- Task directions: Lines that contain the string "Caraway" are the ones to list; copy all of them from the records.

- Records shown:
::::::::::

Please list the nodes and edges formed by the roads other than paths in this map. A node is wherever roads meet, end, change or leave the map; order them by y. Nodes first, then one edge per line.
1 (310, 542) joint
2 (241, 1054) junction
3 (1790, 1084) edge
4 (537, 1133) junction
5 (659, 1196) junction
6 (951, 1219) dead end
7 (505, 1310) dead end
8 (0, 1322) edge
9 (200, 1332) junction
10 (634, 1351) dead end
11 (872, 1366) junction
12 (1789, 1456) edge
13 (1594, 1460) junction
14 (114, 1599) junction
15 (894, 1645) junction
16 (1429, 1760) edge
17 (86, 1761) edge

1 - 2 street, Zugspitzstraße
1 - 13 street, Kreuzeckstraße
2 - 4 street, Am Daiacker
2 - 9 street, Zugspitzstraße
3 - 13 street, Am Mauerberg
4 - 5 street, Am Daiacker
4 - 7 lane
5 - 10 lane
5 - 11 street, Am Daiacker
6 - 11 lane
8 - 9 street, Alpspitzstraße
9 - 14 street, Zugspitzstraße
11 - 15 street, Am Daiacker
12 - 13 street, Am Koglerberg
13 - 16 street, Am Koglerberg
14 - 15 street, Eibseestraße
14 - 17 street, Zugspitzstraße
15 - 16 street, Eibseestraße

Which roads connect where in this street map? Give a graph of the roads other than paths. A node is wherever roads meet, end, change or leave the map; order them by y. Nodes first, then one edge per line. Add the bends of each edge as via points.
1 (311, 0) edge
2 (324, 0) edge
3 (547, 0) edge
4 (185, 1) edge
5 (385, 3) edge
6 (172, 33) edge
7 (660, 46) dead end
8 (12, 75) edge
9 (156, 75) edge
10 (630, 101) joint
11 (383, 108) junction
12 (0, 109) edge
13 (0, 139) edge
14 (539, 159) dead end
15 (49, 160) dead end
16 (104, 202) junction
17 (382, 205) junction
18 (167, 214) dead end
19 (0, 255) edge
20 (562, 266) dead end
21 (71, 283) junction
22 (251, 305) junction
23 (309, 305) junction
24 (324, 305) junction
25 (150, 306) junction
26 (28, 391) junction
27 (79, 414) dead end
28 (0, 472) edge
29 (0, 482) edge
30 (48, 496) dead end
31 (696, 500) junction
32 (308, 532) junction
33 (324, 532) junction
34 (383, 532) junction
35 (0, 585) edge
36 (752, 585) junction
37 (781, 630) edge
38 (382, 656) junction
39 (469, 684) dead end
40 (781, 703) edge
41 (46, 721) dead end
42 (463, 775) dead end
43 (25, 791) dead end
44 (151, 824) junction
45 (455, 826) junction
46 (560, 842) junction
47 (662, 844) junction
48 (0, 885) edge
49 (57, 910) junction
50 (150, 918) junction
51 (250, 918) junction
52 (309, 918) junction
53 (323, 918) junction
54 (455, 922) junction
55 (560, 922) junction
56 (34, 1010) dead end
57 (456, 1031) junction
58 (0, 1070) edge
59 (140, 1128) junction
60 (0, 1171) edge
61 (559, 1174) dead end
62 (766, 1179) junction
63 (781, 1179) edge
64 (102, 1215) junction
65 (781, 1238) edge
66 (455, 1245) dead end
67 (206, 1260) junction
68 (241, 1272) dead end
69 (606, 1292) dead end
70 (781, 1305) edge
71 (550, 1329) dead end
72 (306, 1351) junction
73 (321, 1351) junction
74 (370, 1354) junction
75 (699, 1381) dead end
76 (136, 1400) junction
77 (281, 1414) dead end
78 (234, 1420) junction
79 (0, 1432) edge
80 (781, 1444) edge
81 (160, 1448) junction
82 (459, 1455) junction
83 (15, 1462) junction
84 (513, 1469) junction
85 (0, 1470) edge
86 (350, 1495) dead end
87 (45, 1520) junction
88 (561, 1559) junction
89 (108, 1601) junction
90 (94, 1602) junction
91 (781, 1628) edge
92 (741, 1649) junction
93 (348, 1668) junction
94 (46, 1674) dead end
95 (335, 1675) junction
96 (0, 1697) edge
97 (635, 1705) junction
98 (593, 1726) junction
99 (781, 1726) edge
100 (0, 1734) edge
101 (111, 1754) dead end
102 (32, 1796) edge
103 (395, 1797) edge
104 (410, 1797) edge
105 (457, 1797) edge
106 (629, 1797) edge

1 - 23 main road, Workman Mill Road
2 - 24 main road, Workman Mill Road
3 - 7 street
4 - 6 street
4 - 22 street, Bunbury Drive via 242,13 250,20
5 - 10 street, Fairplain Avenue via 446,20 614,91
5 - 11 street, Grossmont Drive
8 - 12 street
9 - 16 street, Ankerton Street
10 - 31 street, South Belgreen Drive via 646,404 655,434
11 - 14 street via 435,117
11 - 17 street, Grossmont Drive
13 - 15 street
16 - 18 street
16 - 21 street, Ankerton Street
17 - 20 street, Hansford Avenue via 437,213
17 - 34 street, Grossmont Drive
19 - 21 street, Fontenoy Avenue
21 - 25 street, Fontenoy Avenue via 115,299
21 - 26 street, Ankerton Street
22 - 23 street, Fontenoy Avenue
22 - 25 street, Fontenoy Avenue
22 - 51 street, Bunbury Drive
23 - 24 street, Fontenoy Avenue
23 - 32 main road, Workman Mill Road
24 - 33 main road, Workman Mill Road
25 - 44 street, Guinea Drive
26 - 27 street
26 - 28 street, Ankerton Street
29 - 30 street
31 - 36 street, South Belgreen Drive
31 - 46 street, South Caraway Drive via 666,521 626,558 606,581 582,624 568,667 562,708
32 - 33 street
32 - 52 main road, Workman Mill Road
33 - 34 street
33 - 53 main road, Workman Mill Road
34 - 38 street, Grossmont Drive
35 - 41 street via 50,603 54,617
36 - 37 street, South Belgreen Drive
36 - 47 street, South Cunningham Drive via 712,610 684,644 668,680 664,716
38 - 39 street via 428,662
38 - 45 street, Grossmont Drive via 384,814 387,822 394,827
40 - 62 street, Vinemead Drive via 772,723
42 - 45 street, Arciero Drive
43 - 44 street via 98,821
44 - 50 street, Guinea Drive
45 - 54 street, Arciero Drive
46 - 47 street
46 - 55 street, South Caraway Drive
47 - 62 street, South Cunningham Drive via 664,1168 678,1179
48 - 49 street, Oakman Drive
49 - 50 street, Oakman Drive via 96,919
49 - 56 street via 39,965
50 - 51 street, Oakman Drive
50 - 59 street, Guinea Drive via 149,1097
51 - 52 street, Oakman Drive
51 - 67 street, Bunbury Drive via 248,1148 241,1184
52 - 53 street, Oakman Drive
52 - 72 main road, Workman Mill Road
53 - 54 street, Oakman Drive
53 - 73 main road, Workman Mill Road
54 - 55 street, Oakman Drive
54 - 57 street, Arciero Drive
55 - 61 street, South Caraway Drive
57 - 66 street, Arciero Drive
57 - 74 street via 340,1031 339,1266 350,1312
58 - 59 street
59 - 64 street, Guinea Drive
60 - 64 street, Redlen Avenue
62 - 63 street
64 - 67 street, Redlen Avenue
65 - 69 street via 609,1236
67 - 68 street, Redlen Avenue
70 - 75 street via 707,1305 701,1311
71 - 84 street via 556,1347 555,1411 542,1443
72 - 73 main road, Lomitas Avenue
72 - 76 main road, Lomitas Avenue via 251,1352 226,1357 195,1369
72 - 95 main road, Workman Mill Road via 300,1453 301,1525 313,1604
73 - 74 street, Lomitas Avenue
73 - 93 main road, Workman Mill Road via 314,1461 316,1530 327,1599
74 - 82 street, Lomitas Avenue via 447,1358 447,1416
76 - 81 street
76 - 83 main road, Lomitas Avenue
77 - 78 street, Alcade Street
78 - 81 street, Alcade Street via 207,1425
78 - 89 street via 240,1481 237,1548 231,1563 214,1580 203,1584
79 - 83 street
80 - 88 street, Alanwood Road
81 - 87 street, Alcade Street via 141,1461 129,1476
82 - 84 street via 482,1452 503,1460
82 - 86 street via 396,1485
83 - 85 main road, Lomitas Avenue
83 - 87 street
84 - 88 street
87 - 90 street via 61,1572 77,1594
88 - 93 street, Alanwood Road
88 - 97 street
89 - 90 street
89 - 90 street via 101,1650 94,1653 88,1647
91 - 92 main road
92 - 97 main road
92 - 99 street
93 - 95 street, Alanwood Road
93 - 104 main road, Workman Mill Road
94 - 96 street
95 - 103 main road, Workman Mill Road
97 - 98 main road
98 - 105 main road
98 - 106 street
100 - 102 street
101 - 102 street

::::::::::

- Task response:
31 - 46 street, South Caraway Drive via 666,521 626,558 606,581 582,624 568,667 562,708
46 - 55 street, South Caraway Drive
55 - 61 street, South Caraway Drive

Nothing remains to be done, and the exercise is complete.